TASK ITEM: Print the entire listing. Each line must match the original exactly.

EXERCISE INPUTS section start

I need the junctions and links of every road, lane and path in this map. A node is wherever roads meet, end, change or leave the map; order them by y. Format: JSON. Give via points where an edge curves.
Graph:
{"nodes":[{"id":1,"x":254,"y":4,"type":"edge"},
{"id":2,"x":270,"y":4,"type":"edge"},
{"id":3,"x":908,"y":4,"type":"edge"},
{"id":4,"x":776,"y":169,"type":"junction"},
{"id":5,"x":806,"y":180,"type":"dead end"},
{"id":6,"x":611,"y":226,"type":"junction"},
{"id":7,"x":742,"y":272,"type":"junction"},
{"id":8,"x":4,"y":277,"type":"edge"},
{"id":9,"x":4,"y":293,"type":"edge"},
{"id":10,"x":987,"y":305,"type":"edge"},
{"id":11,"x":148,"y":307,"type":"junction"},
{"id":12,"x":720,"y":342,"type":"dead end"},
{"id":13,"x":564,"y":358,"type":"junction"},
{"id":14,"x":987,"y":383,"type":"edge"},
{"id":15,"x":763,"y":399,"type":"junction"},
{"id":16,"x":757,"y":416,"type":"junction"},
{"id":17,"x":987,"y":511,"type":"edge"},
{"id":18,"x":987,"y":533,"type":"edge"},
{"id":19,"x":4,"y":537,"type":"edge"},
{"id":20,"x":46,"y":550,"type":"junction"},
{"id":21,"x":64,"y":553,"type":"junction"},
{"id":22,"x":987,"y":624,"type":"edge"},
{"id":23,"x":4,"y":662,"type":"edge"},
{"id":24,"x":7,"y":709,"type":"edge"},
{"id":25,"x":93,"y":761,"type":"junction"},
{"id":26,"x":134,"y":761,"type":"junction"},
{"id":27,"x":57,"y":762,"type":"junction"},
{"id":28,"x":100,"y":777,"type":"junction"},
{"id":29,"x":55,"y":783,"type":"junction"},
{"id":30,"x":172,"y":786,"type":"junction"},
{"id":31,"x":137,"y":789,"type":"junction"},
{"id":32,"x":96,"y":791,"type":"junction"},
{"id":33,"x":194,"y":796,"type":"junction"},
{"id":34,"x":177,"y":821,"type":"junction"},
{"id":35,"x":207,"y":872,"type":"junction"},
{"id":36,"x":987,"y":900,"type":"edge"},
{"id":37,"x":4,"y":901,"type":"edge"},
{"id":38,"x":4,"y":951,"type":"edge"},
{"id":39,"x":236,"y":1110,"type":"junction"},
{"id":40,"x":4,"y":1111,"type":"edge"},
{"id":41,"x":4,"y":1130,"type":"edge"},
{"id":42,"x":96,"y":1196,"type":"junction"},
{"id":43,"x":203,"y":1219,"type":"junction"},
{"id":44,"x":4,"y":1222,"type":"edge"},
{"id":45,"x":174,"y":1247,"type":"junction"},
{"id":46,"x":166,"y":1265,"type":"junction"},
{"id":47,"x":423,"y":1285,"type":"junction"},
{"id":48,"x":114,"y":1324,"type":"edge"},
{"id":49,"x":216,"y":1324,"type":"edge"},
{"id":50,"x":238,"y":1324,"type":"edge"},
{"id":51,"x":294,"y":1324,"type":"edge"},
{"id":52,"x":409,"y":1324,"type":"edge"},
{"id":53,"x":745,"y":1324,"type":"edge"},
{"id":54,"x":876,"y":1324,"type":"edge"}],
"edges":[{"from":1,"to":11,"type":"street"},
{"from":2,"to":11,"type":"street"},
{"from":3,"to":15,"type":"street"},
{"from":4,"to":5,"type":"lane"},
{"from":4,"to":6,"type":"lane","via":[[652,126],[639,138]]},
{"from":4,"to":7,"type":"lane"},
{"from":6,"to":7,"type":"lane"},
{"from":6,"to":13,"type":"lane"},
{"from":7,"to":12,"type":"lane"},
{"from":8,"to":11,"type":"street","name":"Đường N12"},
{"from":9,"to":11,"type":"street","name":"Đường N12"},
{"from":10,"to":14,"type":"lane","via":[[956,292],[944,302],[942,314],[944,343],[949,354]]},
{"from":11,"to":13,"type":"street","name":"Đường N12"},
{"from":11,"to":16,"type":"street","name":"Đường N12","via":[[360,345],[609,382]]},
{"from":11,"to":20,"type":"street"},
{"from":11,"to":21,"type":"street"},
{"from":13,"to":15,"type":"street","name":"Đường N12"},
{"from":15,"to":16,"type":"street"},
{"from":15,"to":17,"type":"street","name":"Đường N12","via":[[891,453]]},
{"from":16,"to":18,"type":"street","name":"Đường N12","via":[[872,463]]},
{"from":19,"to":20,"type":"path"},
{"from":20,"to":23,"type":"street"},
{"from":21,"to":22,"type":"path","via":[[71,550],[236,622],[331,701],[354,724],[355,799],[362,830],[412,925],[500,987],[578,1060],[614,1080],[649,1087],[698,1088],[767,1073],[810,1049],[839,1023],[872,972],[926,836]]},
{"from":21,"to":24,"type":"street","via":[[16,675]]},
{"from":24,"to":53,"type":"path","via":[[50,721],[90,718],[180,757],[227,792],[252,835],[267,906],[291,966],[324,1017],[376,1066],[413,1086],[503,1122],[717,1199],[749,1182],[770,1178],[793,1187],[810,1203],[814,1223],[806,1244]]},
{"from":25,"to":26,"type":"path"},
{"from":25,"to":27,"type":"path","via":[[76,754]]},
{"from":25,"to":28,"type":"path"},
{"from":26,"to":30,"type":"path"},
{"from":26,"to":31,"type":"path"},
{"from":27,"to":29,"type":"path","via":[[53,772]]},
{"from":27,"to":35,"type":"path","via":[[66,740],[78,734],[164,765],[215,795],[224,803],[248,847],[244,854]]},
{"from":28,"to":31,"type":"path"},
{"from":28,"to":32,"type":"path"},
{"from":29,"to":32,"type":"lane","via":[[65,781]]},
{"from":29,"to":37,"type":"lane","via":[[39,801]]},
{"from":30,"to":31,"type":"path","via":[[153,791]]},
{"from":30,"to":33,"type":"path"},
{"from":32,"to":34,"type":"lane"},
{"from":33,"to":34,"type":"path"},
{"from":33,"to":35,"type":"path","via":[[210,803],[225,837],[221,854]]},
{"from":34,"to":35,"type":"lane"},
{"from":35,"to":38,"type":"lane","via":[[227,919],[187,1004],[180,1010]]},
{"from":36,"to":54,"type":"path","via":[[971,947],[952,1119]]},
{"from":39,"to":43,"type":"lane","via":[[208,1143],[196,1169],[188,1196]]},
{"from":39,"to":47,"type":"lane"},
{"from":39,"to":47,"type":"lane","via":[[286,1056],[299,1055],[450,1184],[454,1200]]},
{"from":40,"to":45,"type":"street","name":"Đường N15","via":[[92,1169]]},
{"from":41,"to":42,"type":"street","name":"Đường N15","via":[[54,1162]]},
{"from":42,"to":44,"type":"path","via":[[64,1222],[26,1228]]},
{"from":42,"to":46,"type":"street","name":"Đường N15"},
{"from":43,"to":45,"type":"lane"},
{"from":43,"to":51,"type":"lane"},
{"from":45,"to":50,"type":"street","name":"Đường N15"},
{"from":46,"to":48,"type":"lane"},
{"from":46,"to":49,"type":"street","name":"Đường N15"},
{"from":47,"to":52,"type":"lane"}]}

EXERCISE INPUTS section end

SOLUTION:
I need the junctions and links of every road, lane and path in this map. A node is wherever roads meet, end, change or leave the map; order them by y. Format: JSON. Give via points where an edge curves.
Graph:
{"nodes":[{"id":1,"x":254,"y":4,"type":"edge"},
{"id":2,"x":270,"y":4,"type":"edge"},
{"id":3,"x":908,"y":4,"type":"edge"},
{"id":4,"x":776,"y":169,"type":"junction"},
{"id":5,"x":806,"y":180,"type":"dead end"},
{"id":6,"x":611,"y":226,"type":"junction"},
{"id":7,"x":742,"y":272,"type":"junction"},
{"id":8,"x":4,"y":277,"type":"edge"},
{"id":9,"x":4,"y":293,"type":"edge"},
{"id":10,"x":987,"y":305,"type":"edge"},
{"id":11,"x":148,"y":307,"type":"junction"},
{"id":12,"x":720,"y":342,"type":"dead end"},
{"id":13,"x":564,"y":358,"type":"junction"},
{"id":14,"x":987,"y":383,"type":"edge"},
{"id":15,"x":763,"y":399,"type":"junction"},
{"id":16,"x":757,"y":416,"type":"junction"},
{"id":17,"x":987,"y":511,"type":"edge"},
{"id":18,"x":987,"y":533,"type":"edge"},
{"id":19,"x":4,"y":537,"type":"edge"},
{"id":20,"x":46,"y":550,"type":"junction"},
{"id":21,"x":64,"y":553,"type":"junction"},
{"id":22,"x":987,"y":624,"type":"edge"},
{"id":23,"x":4,"y":662,"type":"edge"},
{"id":24,"x":7,"y":709,"type":"edge"},
{"id":25,"x":93,"y":761,"type":"junction"},
{"id":26,"x":134,"y":761,"type":"junction"},
{"id":27,"x":57,"y":762,"type":"junction"},
{"id":28,"x":100,"y":777,"type":"junction"},
{"id":29,"x":55,"y":783,"type":"junction"},
{"id":30,"x":172,"y":786,"type":"junction"},
{"id":31,"x":137,"y":789,"type":"junction"},
{"id":32,"x":96,"y":791,"type":"junction"},
{"id":33,"x":194,"y":796,"type":"junction"},
{"id":34,"x":177,"y":821,"type":"junction"},
{"id":35,"x":207,"y":872,"type":"junction"},
{"id":36,"x":987,"y":900,"type":"edge"},
{"id":37,"x":4,"y":901,"type":"edge"},
{"id":38,"x":4,"y":951,"type":"edge"},
{"id":39,"x":236,"y":1110,"type":"junction"},
{"id":40,"x":4,"y":1111,"type":"edge"},
{"id":41,"x":4,"y":1130,"type":"edge"},
{"id":42,"x":96,"y":1196,"type":"junction"},
{"id":43,"x":203,"y":1219,"type":"junction"},
{"id":44,"x":4,"y":1222,"type":"edge"},
{"id":45,"x":174,"y":1247,"type":"junction"},
{"id":46,"x":166,"y":1265,"type":"junction"},
{"id":47,"x":423,"y":1285,"type":"junction"},
{"id":48,"x":114,"y":1324,"type":"edge"},
{"id":49,"x":216,"y":1324,"type":"edge"},
{"id":50,"x":238,"y":1324,"type":"edge"},
{"id":51,"x":294,"y":1324,"type":"edge"},
{"id":52,"x":409,"y":1324,"type":"edge"},
{"id":53,"x":745,"y":1324,"type":"edge"},
{"id":54,"x":876,"y":1324,"type":"edge"}],
"edges":[{"from":1,"to":11,"type":"street"},
{"from":2,"to":11,"type":"street"},
{"from":3,"to":15,"type":"street"},
{"from":4,"to":5,"type":"lane"},
{"from":4,"to":6,"type":"lane","via":[[652,126],[639,138]]},
{"from":4,"to":7,"type":"lane"},
{"from":6,"to":7,"type":"lane"},
{"from":6,"to":13,"type":"lane"},
{"from":7,"to":12,"type":"lane"},
{"from":8,"to":11,"type":"street","name":"Đường N12"},
{"from":9,"to":11,"type":"street","name":"Đường N12"},
{"from":10,"to":14,"type":"lane","via":[[956,292],[944,302],[942,314],[944,343],[949,354]]},
{"from":11,"to":13,"type":"street","name":"Đường N12"},
{"from":11,"to":16,"type":"street","name":"Đường N12","via":[[360,345],[609,382]]},
{"from":11,"to":20,"type":"street"},
{"from":11,"to":21,"type":"street"},
{"from":13,"to":15,"type":"street","name":"Đường N12"},
{"from":15,"to":16,"type":"street"},
{"from":15,"to":17,"type":"street","name":"Đường N12","via":[[891,453]]},
{"from":16,"to":18,"type":"street","name":"Đường N12","via":[[872,463]]},
{"from":19,"to":20,"type":"path"},
{"from":20,"to":23,"type":"street"},
{"from":21,"to":22,"type":"path","via":[[71,550],[236,622],[331,701],[354,724],[355,799],[362,830],[412,925],[500,987],[578,1060],[614,1080],[649,1087],[698,1088],[767,1073],[810,1049],[839,1023],[872,972],[926,836]]},
{"from":21,"to":24,"type":"street","via":[[16,675]]},
{"from":24,"to":53,"type":"path","via":[[50,721],[90,718],[180,757],[227,792],[252,835],[267,906],[291,966],[324,1017],[376,1066],[413,1086],[503,1122],[717,1199],[749,1182],[770,1178],[793,1187],[810,1203],[814,1223],[806,1244]]},
{"from":25,"to":26,"type":"path"},
{"from":25,"to":27,"type":"path","via":[[76,754]]},
{"from":25,"to":28,"type":"path"},
{"from":26,"to":30,"type":"path"},
{"from":26,"to":31,"type":"path"},
{"from":27,"to":29,"type":"path","via":[[53,772]]},
{"from":27,"to":35,"type":"path","via":[[66,740],[78,734],[164,765],[215,795],[224,803],[248,847],[244,854]]},
{"from":28,"to":31,"type":"path"},
{"from":28,"to":32,"type":"path"},
{"from":29,"to":32,"type":"lane","via":[[65,781]]},
{"from":29,"to":37,"type":"lane","via":[[39,801]]},
{"from":30,"to":31,"type":"path","via":[[153,791]]},
{"from":30,"to":33,"type":"path"},
{"from":32,"to":34,"type":"lane"},
{"from":33,"to":34,"type":"path"},
{"from":33,"to":35,"type":"path","via":[[210,803],[225,837],[221,854]]},
{"from":34,"to":35,"type":"lane"},
{"from":35,"to":38,"type":"lane","via":[[227,919],[187,1004],[180,1010]]},
{"from":36,"to":54,"type":"path","via":[[971,947],[952,1119]]},
{"from":39,"to":43,"type":"lane","via":[[208,1143],[196,1169],[188,1196]]},
{"from":39,"to":47,"type":"lane"},
{"from":39,"to":47,"type":"lane","via":[[286,1056],[299,1055],[450,1184],[454,1200]]},
{"from":40,"to":45,"type":"street","name":"Đường N15","via":[[92,1169]]},
{"from":41,"to":42,"type":"street","name":"Đường N15","via":[[54,1162]]},
{"from":42,"to":44,"type":"path","via":[[64,1222],[26,1228]]},
{"from":42,"to":46,"type":"street","name":"Đường N15"},
{"from":43,"to":45,"type":"lane"},
{"from":43,"to":51,"type":"lane"},
{"from":45,"to":50,"type":"street","name":"Đường N15"},
{"from":46,"to":48,"type":"lane"},
{"from":46,"to":49,"type":"street","name":"Đường N15"},
{"from":47,"to":52,"type":"lane"}]}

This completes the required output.